FastLTS: Non-Autoregressive End-to-End Unconstrained Lip-to-Speech Synthesis

Yongqi Wang, Zhou Zhao | Zhejiang University

This is the PyTorch implementation of FastLTS (ACM MM'22), a non-autoregressive end-to-end model for unconstrained lip-to-speech synthesis.

Note

The correctness of this open-source version is still under validation.
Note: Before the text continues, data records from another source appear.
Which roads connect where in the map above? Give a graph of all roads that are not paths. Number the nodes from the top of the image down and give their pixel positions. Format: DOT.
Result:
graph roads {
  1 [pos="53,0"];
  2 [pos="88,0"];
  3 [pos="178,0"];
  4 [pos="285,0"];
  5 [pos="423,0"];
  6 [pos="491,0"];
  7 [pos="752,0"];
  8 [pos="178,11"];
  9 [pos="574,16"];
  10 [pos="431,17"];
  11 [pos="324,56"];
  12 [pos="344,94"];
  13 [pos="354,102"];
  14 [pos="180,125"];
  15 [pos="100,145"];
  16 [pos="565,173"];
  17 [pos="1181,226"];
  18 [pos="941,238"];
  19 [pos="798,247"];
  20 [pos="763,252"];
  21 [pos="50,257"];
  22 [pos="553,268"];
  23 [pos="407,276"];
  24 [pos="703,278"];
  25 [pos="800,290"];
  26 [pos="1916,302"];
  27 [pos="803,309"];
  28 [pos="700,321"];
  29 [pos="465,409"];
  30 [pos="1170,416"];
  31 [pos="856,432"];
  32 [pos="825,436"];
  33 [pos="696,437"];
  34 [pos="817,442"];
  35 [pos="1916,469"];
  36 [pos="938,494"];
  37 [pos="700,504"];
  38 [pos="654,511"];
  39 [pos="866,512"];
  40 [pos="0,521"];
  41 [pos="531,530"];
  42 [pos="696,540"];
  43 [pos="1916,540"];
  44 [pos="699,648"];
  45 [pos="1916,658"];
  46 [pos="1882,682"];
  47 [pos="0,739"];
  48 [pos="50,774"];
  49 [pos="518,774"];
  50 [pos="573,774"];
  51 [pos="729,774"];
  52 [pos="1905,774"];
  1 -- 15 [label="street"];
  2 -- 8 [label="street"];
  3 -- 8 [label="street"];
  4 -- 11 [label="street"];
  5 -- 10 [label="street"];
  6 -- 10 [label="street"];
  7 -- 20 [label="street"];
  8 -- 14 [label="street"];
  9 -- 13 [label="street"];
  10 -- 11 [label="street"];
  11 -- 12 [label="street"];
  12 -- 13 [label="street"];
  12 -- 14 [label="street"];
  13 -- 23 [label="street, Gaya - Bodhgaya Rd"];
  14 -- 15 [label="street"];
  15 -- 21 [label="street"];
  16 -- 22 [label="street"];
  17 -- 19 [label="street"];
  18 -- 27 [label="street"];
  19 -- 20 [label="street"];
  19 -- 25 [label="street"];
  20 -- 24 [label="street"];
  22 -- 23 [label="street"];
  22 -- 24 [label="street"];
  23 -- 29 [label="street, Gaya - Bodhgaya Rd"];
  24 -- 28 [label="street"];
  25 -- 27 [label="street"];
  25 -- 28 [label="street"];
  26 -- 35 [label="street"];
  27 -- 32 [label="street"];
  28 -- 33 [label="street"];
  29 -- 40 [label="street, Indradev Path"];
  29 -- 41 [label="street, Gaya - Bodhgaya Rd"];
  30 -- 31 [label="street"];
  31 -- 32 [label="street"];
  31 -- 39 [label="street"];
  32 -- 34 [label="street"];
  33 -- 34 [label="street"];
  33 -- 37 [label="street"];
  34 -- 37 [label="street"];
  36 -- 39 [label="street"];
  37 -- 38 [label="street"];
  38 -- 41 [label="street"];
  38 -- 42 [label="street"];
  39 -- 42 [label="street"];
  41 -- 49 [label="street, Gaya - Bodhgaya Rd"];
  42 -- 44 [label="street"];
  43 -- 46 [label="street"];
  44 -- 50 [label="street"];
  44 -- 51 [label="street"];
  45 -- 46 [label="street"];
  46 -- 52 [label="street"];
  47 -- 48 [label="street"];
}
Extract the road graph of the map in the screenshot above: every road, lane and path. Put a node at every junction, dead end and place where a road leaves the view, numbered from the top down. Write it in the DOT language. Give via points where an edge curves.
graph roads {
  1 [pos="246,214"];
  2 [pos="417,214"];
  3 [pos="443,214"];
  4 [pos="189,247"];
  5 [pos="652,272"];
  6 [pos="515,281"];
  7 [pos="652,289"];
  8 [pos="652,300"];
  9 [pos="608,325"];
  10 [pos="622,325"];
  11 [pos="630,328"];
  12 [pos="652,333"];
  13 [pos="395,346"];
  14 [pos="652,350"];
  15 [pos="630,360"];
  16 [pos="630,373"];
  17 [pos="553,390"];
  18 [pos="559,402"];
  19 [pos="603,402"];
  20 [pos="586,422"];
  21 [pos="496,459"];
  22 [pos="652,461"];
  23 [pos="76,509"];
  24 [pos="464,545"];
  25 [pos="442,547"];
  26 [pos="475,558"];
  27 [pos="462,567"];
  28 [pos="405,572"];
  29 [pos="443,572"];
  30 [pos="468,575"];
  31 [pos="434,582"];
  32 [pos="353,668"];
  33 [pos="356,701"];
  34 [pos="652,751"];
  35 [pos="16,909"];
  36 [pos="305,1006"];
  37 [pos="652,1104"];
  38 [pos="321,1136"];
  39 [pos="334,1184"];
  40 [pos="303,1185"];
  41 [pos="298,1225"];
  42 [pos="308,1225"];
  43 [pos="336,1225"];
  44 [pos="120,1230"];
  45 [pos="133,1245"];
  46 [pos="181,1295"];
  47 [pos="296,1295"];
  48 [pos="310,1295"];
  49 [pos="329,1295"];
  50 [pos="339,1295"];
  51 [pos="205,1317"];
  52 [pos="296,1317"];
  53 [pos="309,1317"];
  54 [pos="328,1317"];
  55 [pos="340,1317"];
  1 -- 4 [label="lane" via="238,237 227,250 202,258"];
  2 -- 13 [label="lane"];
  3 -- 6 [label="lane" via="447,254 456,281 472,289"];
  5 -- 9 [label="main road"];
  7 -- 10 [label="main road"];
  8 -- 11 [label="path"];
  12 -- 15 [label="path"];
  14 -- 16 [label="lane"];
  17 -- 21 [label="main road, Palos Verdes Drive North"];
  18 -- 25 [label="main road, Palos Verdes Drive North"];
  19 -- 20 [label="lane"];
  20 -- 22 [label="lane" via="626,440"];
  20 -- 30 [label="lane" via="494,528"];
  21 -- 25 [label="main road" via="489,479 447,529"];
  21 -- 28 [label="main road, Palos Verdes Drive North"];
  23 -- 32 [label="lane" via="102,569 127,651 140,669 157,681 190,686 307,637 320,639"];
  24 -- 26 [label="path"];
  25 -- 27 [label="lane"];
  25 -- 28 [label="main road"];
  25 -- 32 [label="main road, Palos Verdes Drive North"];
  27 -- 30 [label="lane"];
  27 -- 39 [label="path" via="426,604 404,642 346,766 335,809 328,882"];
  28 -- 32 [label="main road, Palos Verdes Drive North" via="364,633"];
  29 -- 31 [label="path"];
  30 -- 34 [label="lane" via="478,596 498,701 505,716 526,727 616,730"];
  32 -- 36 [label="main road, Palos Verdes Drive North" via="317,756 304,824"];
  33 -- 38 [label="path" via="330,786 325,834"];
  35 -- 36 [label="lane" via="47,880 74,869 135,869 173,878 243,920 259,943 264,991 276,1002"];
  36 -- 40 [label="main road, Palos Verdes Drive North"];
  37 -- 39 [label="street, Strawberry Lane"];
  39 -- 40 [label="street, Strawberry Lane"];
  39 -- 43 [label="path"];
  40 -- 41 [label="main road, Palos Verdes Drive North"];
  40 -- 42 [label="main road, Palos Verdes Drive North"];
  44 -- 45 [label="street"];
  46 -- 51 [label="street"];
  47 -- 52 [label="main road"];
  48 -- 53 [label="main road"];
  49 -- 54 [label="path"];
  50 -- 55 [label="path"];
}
Feel free to create an issue if you find any problems.

Checkpoints

Speaker	Checkpoint
Chemistry Lectures	Google Drive
Chess Analysis	Google Drive
Hardware Security	Google Drive

Dependencies

python >= 3.6
pytorch >= 1.7.0
numpy
scipy
pillow
inflect
librosa
Unidecode
matplotlib
tensorboardX
ffmpeg sudo apt-get install ffmpeg

Data pre-processing

We adopt the same data format as Lip2Wav. Please download the datasets and following its preprocessing method in the Lip2Wav repository.

Training

First stage

Suppose we use the chess split in the Lip2Wav dataset. Use the following command for the first stage training.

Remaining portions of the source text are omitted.